If yes, is this not a good a thing? Part-time employees are not significantly different than contractors in terms of benefits owed so it's not a major cost for that use case. And if you're working full-time for somebody, don't you deserve the benefits everybody else gets?

ansible|6 years ago

> And if you're working full-time for somebody, don't you deserve the benefits everybody else gets?

I'd argue that if you deserve benefits like everyone else.

Especially ridiculous is the situation some people I know of are in. They are working two or three part-time jobs because they can't find a full-time position. The places that employ them have many part-time positions, and fewer full-time positions. And these people don't get benefits.

So you've got people who are working 40+ hours a week, for employers who have enough hours to work to have full-time employees, but instead have part-time job openings instead.

All so that the employers don't have to pay for benefits.

breerly|6 years ago

Yes and no.

This will force companies to hire more employees, true, but at the cost of a much smaller overall workforce.
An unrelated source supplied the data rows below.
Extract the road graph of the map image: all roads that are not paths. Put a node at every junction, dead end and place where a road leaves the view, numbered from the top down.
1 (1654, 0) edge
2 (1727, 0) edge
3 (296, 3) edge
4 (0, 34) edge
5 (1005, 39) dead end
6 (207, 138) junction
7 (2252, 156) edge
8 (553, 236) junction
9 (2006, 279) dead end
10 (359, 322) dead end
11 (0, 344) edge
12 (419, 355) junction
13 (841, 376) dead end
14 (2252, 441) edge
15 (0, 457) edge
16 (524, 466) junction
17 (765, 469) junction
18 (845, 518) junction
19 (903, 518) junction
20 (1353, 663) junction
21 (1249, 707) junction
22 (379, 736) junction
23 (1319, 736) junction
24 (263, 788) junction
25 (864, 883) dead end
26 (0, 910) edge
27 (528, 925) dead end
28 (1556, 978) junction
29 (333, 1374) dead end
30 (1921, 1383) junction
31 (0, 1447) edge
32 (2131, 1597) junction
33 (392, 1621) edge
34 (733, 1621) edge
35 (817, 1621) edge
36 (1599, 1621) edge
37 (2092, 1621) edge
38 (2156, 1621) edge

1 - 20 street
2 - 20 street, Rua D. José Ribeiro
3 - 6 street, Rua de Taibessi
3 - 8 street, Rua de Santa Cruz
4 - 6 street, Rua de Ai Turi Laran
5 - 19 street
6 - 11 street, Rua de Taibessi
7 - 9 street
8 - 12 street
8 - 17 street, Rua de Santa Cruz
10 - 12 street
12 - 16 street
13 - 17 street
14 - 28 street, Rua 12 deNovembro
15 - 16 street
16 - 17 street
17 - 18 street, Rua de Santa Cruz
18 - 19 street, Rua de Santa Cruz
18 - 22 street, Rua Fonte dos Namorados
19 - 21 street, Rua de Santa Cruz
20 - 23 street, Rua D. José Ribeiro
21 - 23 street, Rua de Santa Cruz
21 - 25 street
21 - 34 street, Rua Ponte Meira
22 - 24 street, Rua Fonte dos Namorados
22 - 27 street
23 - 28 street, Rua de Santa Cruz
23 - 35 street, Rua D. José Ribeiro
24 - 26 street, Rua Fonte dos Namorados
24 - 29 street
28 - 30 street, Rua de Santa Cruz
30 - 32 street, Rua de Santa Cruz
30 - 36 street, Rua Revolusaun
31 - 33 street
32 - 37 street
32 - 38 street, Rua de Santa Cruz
Remember that cost is a constraint for businesses.

Depends what is more valuable from a human + capitalism perspective, fewer work opportunities that pay better or more competition and “starter/flexible” work overall.

ThrustVectoring|6 years ago

A general contractor's area of business isn't exactly doing construction, it's the project management aspects. Talking to vendors, organizing work crews, acquiring specialized labor from various trades, communicating project information to various stakeholders, etc.

It's a subtle distinction, but one that I suspect would survive legal scrutiny.

nradov|6 years ago

A lot of what contractors do in hiring day labor and paying them cash under the table is already illegal. I don't think this bill would change that.